= Henry Tate (poet) =

Australian poet and musician

Henry Tate (27 October 1873 - 6 June 1926) was an Australian poet and musician.

Henry Tate was born in Prahran, Melbourne, the son of Henry Tate, an accountant. He was a choir boy at a St Kilda Anglican church. He worked as a clerk and learnt music from Marshall Hall

==Literary work==
Tate contributed verse to The Bulletin and other journals, and wrote a weekly chess column for a Melbourne newspaper. He coined the term "fairy chess" in 1914. In 1910 he published The Rune of the Bunyip and other Verse, and in 1917 a pamphlet, Australian Musical Resources, Some Suggestions, in which he demonstrated the possibility of the developing an Australian school of musical composers with a distinctive national character. He extended this argument in Australian Musical Possibilities, published in Melbourne in 1924. That year he became music critic for The Age.

==Musical compositions==
His 16-part cycle "The Australian" is scored for solo piano, except for the final part, written for unaccompanied four-part male chorus. It received various performances in Tate's lifetime, and the alternative title "Gallipoli" came to be attached to it.

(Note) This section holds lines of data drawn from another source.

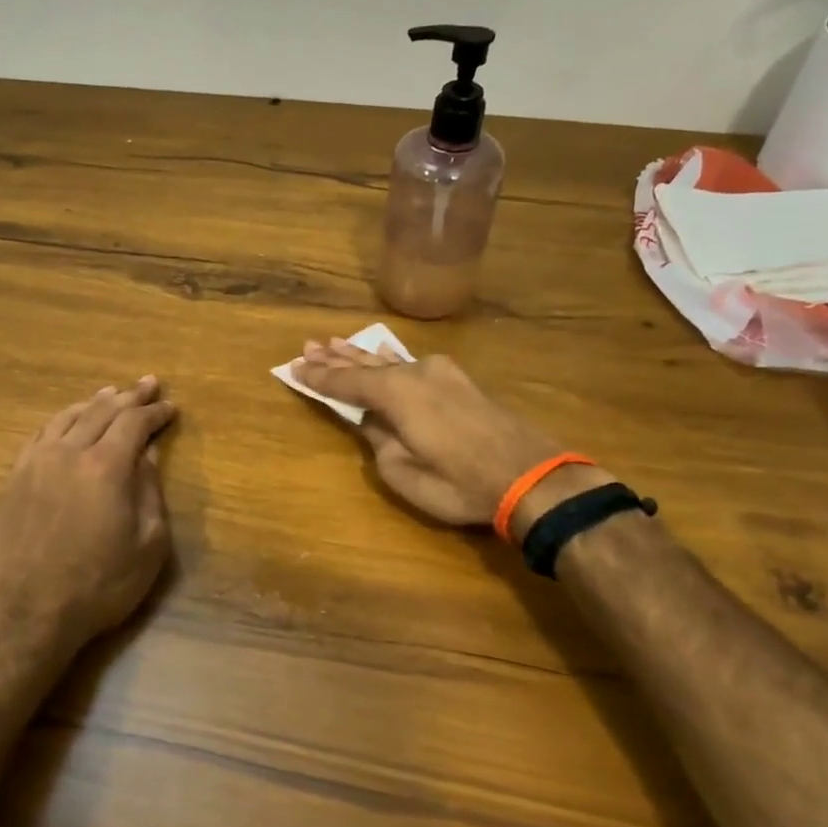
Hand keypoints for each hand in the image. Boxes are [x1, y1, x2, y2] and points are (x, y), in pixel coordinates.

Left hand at [0, 376, 175, 661]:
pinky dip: (62, 419)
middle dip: (129, 396)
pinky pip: (41, 434)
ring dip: (94, 402)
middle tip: (148, 383)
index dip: (155, 412)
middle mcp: (69, 453)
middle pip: (102, 411)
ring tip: (111, 393)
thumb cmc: (100, 585)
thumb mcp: (148, 546)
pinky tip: (68, 421)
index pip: (134, 423)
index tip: (171, 407)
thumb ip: (150, 493)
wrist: (29, 613)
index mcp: (106, 467)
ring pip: (68, 417)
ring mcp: (37, 463)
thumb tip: (147, 456)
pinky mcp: (16, 479)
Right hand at [291, 339, 613, 531]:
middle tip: (309, 346)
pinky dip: (390, 361)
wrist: (532, 476)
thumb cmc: (461, 483)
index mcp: (397, 394)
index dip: (319, 377)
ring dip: (363, 355)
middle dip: (337, 356)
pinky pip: (412, 365)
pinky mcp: (461, 383)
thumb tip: (372, 422)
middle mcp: (416, 373)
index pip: (347, 381)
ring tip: (337, 343)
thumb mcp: (405, 474)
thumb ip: (380, 442)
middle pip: (367, 362)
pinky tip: (385, 355)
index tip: (294, 368)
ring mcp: (442, 374)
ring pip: (391, 360)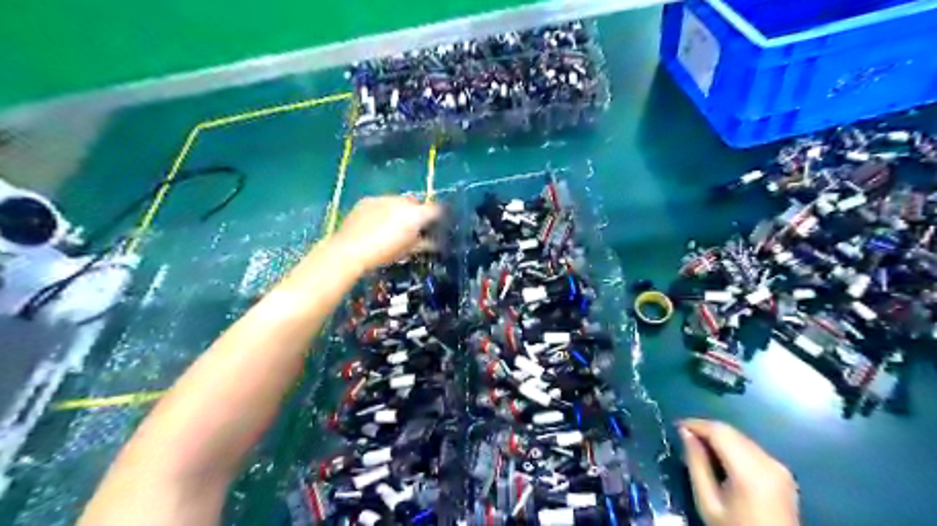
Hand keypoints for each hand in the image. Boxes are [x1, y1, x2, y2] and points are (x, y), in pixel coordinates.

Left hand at [329, 195, 439, 272]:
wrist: (350, 250)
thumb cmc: (384, 254)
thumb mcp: (408, 251)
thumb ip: (424, 243)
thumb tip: (434, 242)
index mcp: (415, 214)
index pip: (436, 209)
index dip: (439, 216)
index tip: (437, 225)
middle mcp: (402, 201)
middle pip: (416, 203)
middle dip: (417, 213)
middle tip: (414, 228)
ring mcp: (383, 198)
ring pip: (398, 201)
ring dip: (400, 211)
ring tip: (393, 226)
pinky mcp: (367, 200)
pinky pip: (381, 203)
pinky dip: (383, 210)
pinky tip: (377, 223)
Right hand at [678, 420, 800, 525]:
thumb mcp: (708, 502)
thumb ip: (696, 464)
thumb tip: (685, 433)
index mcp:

Its first modern performance was in 2005, by Ian Munro and members of The Song Company.

==Death==
Tate died on 6 June 1926. He was survived by his wife Violet Eleanor, née Mercer, who survived until 1963. They had no children.

==Legacy==
Thanks to the efforts of Tate's brother-in-law, Ivan Mercer, many of his scores and other papers were donated to the Grainger Museum in Melbourne.